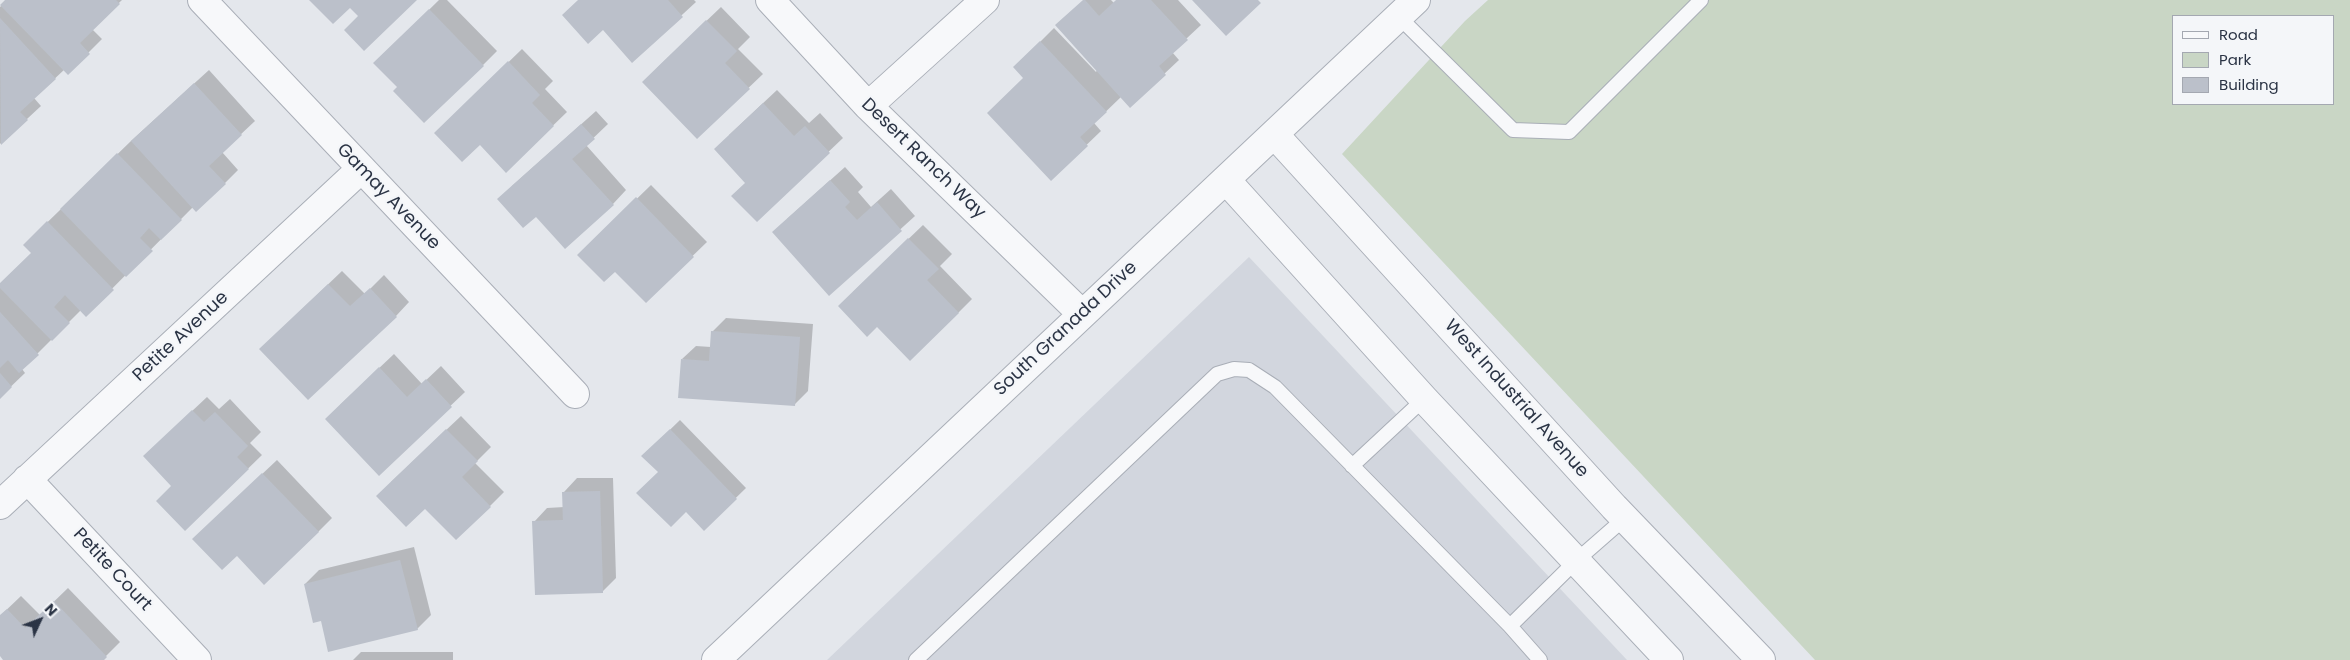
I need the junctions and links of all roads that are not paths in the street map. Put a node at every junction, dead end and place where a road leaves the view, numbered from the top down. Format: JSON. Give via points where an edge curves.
{"nodes":[{"id":1,"x":202,"y":0,"type":"edge"},
{"id":2,"x":770,"y":0,"type":"edge"},
{"id":3,"x":985,"y":0,"type":"edge"},
{"id":4,"x":1701,"y":0,"type":"edge"},
{"id":5,"x":1408,"y":8,"type":"edge"},
{"id":6,"x":868,"y":106,"type":"junction"},
{"id":7,"x":1274,"y":134,"type":"junction"},
{"id":8,"x":361,"y":169,"type":"junction"},
{"id":9,"x":1226,"y":180,"type":"junction"},
{"id":10,"x":1082,"y":314,"type":"junction"},
{"id":11,"x":575,"y":394,"type":"dead end"},
{"id":12,"x":1424,"y":399,"type":"junction"},
{"id":13,"x":1352,"y":466,"type":"junction"},
{"id":14,"x":27,"y":479,"type":"junction"},
{"id":15,"x":0,"y":505,"type":"edge"},
{"id":16,"x":1625,"y":518,"type":"junction"},
{"id":17,"x":1577,"y":560,"type":"junction"},
{"id":18,"x":1510,"y":626,"type":"junction"},
{"id":19,"x":197,"y":660,"type":"edge"},
{"id":20,"x":716,"y":660,"type":"edge"},
{"id":21,"x":916,"y":660,"type":"edge"},
{"id":22,"x":1540,"y":660,"type":"edge"},
{"id":23,"x":1669,"y":660,"type":"edge"},
{"id":24,"x":1761,"y":660,"type":"edge"}],
"edges":[{"from":1,"to":8,"type":"street","name":"Gamay Avenue"},
{"from":2,"to":6,"type":"street","name":"Desert Ranch Way"},
{"from":3,"to":6,"type":"street"},
{"from":4,"to":5,"type":"lane","via":[[1568,132],[1512,130]]},
{"from":5,"to":7,"type":"street","name":"South Granada Drive"},
{"from":6,"to":10,"type":"street","name":"Desert Ranch Way"},
{"from":7,"to":9,"type":"street","name":"South Granada Drive"},
{"from":7,"to":16,"type":"street","name":"West Industrial Avenue"},
{"from":8,"to":11,"type":"street","name":"Gamay Avenue"},
{"from":8,"to":14,"type":"street","name":"Petite Avenue"},
{"from":9,"to":10,"type":"street","name":"South Granada Drive"},
{"from":9,"to":12,"type":"street"},
{"from":10,"to":20,"type":"street","name":"South Granada Drive"},
{"from":12,"to":13,"type":"lane"},
{"from":12,"to":17,"type":"street"},
{"from":13,"to":18,"type":"lane"},
{"from":13,"to":21,"type":"lane","via":[[1275,387],[1249,370],[1234,369],[1217,374]]},
{"from":14,"to":15,"type":"street","name":"Petite Avenue"},
{"from":14,"to":19,"type":"street","name":"Petite Court"},
{"from":16,"to":17,"type":"lane"},
{"from":16,"to":24,"type":"street","name":"West Industrial Avenue"},
{"from":17,"to":18,"type":"lane"},
{"from":17,"to":23,"type":"street"},
{"from":18,"to":22,"type":"lane"}]}
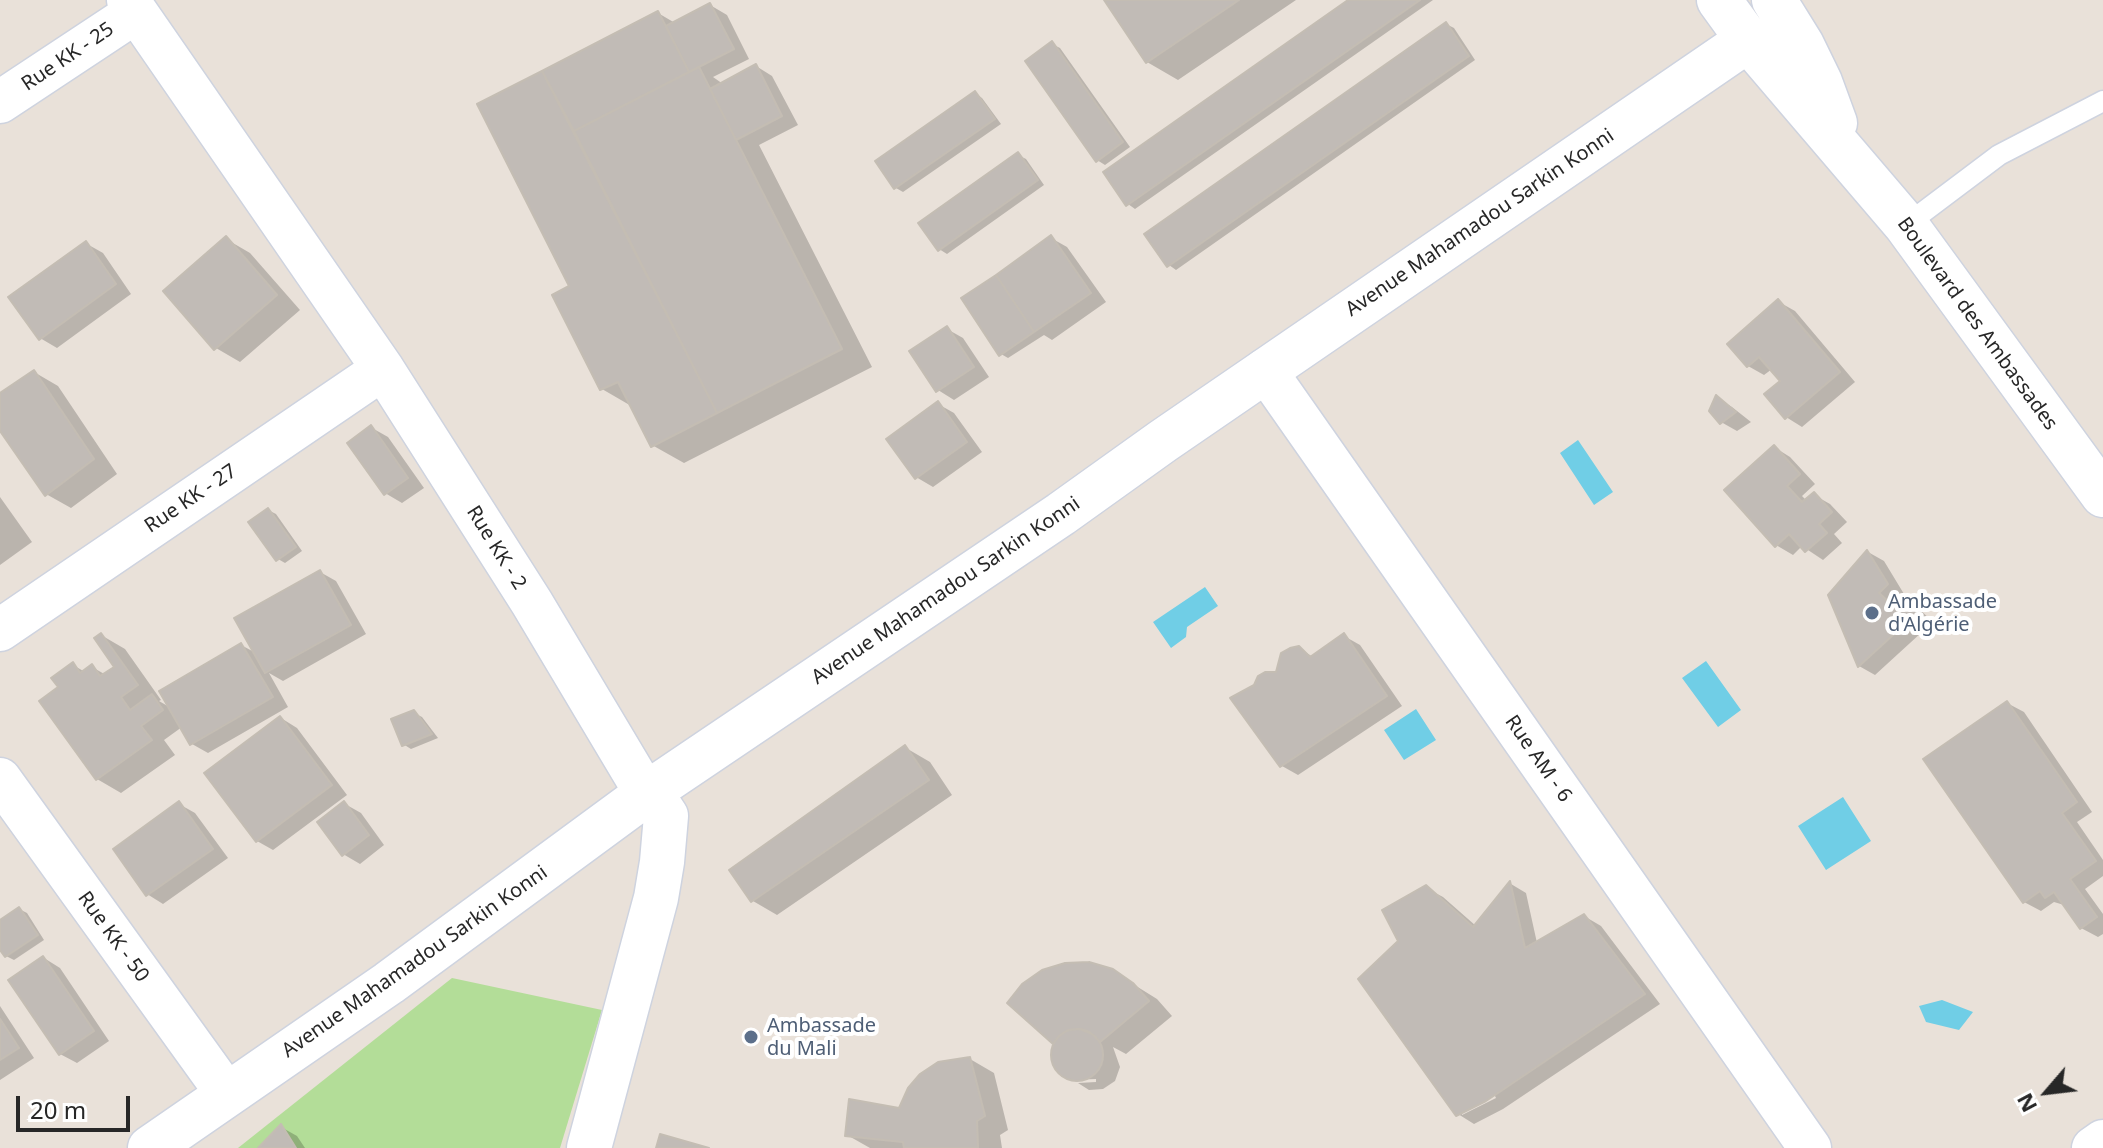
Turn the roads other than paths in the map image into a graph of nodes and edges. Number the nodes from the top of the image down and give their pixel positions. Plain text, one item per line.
1 (1719, 0) edge
2 (1774, 0) edge
3 (132, 6) edge
4 (1748, 40) junction
5 (2103, 101) edge
6 (0, 102) edge
7 (1847, 156) junction
8 (1906, 225) junction
9 (383, 369) junction
10 (1265, 370) junction
11 (2103, 495) edge
12 (0, 630) edge
13 (0, 779) edge
14 (646, 794) junction
15 (227, 1094) junction
16 (2103, 1141) edge
17 (150, 1148) edge
18 (589, 1148) edge
19 (1810, 1148) edge
20 (2093, 1148) edge

1 - 4 street, Boulevard des Ambassades
2 - 7 street, Boulevard des Ambassades
3 - 6 street, Rue KK - 25
3 - 9 street, Rue KK - 2
4 - 7 street, Boulevard des Ambassades
4 - 10 street, Avenue Mahamadou Sarkin Konni
5 - 8 lane
7 - 8 street, Boulevard des Ambassades
8 - 11 street, Boulevard des Ambassades
9 - 12 street, Rue KK - 27
9 - 14 street, Rue KK - 2
10 - 14 street, Avenue Mahamadou Sarkin Konni
10 - 19 street, Rue AM - 6
13 - 15 street, Rue KK - 50
14 - 15 street, Avenue Mahamadou Sarkin Konni
14 - 18 street, Rue KK - 2
15 - 17 street, Avenue Mahamadou Sarkin Konni
16 - 20 street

_TASK TO CARRY OUT_. Without including any pictures, print each record exactly.

_TASK OUTPUT_.
I need the junctions and links of all roads that are not paths in the street map. Put a node at every junction, dead end and place where a road leaves the view, numbered from the top down. Format: JSON. Give via points where an edge curves.
{"nodes":[{"id":1,"x":202,"y":0,"type":"edge"},
{"id":2,"x":770,"y":0,"type":"edge"},
{"id":3,"x":985,"y":0,"type":"edge"},
{"id":4,"x":1701,"y":0,"type":"edge"},
{"id":5,"x":1408,"y":8,"type":"edge"},
{"id":6,"x":868,"y":106,"type":"junction"},
{"id":7,"x":1274,"y":134,"type":"junction"},
{"id":8,"x":361,"y":169,"type":"junction"},
{"id":9,"x":1226,"y":180,"type":"junction"},
{"id":10,"x":1082,"y":314,"type":"junction"},
{"id":11,"x":575,"y":394,"type":"dead end"},
{"id":12,"x":1424,"y":399,"type":"junction"},
{"id":13,"x":1352,"y":466,"type":"junction"},
{"id":14,"x":27,"y":479,"type":"junction"},
{"id":15,"x":0,"y":505,"type":"edge"},
{"id":16,"x":1625,"y":518,"type":"junction"},
{"id":17,"x":1577,"y":560,"type":"junction"},
{"id":18,"x":1510,"y":626,"type":"junction"},
{"id":19,"x":197,"y":660,"type":"edge"},
{"id":20,"x":716,"y":660,"type":"edge"},
{"id":21,"x":916,"y":660,"type":"edge"},
{"id":22,"x":1540,"y":660,"type":"edge"},
{"id":23,"x":1669,"y":660,"type":"edge"},
{"id":24,"x":1761,"y":660,"type":"edge"}],
"edges":[{"from":1,"to":8,"type":"street","name":"Gamay Avenue"},
{"from":2,"to":6,"type":"street","name":"Desert Ranch Way"},
{"from":3,"to":6,"type":"street"},
{"from":4,"to":5,"type":"lane","via":[[1568,132],[1512,130]]},
{"from":5,"to":7,"type":"street","name":"South Granada Drive"},
{"from":6,"to":10,"type":"street","name":"Desert Ranch Way"},
{"from":7,"to":9,"type":"street","name":"South Granada Drive"},
{"from":7,"to":16,"type":"street","name":"West Industrial Avenue"},
{"from":8,"to":11,"type":"street","name":"Gamay Avenue"},
{"from":8,"to":14,"type":"street","name":"Petite Avenue"},
{"from":9,"to":10,"type":"street","name":"South Granada Drive"},
{"from":9,"to":12,"type":"street"},
{"from":10,"to":20,"type":"street","name":"South Granada Drive"},
{"from":12,"to":13,"type":"lane"},
{"from":12,"to":17,"type":"street"},
{"from":13,"to":18,"type":"lane"},
{"from":13,"to":21,"type":"lane","via":[[1275,387],[1249,370],[1234,369],[1217,374]]},
{"from":14,"to":15,"type":"street","name":"Petite Avenue"},
{"from":14,"to":19,"type":"street","name":"Petite Court"},
{"from":16,"to":17,"type":"lane"},
{"from":16,"to":24,"type":"street","name":"West Industrial Avenue"},
{"from":17,"to":18,"type":"lane"},
{"from":17,"to":23,"type":"street"},
{"from":18,"to":22,"type":"lane"}]}
Turn the roads other than paths in the map image into a graph of nodes and edges. Number the nodes from the top of the image down and give their pixel positions. Plain text, one item per line.
1 (1719, 0) edge
2 (1774, 0) edge
3 (132, 6) edge
4 (1748, 40) junction
5 (2103, 101) edge
6 (0, 102) edge
7 (1847, 156) junction
8 (1906, 225) junction
9 (383, 369) junction
10 (1265, 370) junction
11 (2103, 495) edge
12 (0, 630) edge
13 (0, 779) edge
14 (646, 794) junction
15 (227, 1094) junction
16 (2103, 1141) edge
17 (150, 1148) edge
18 (589, 1148) edge
19 (1810, 1148) edge
20 (2093, 1148) edge

1 - 4 street, Boulevard des Ambassades
2 - 7 street, Boulevard des Ambassades
3 - 6 street, Rue KK - 25
3 - 9 street, Rue KK - 2
4 - 7 street, Boulevard des Ambassades
4 - 10 street, Avenue Mahamadou Sarkin Konni
5 - 8 lane
7 - 8 street, Boulevard des Ambassades
8 - 11 street, Boulevard des Ambassades
9 - 12 street, Rue KK - 27
9 - 14 street, Rue KK - 2
10 - 14 street, Avenue Mahamadou Sarkin Konni
10 - 19 street, Rue AM - 6
13 - 15 street, Rue KK - 50
14 - 15 street, Avenue Mahamadou Sarkin Konni
14 - 18 street, Rue KK - 2
15 - 17 street, Avenue Mahamadou Sarkin Konni
16 - 20 street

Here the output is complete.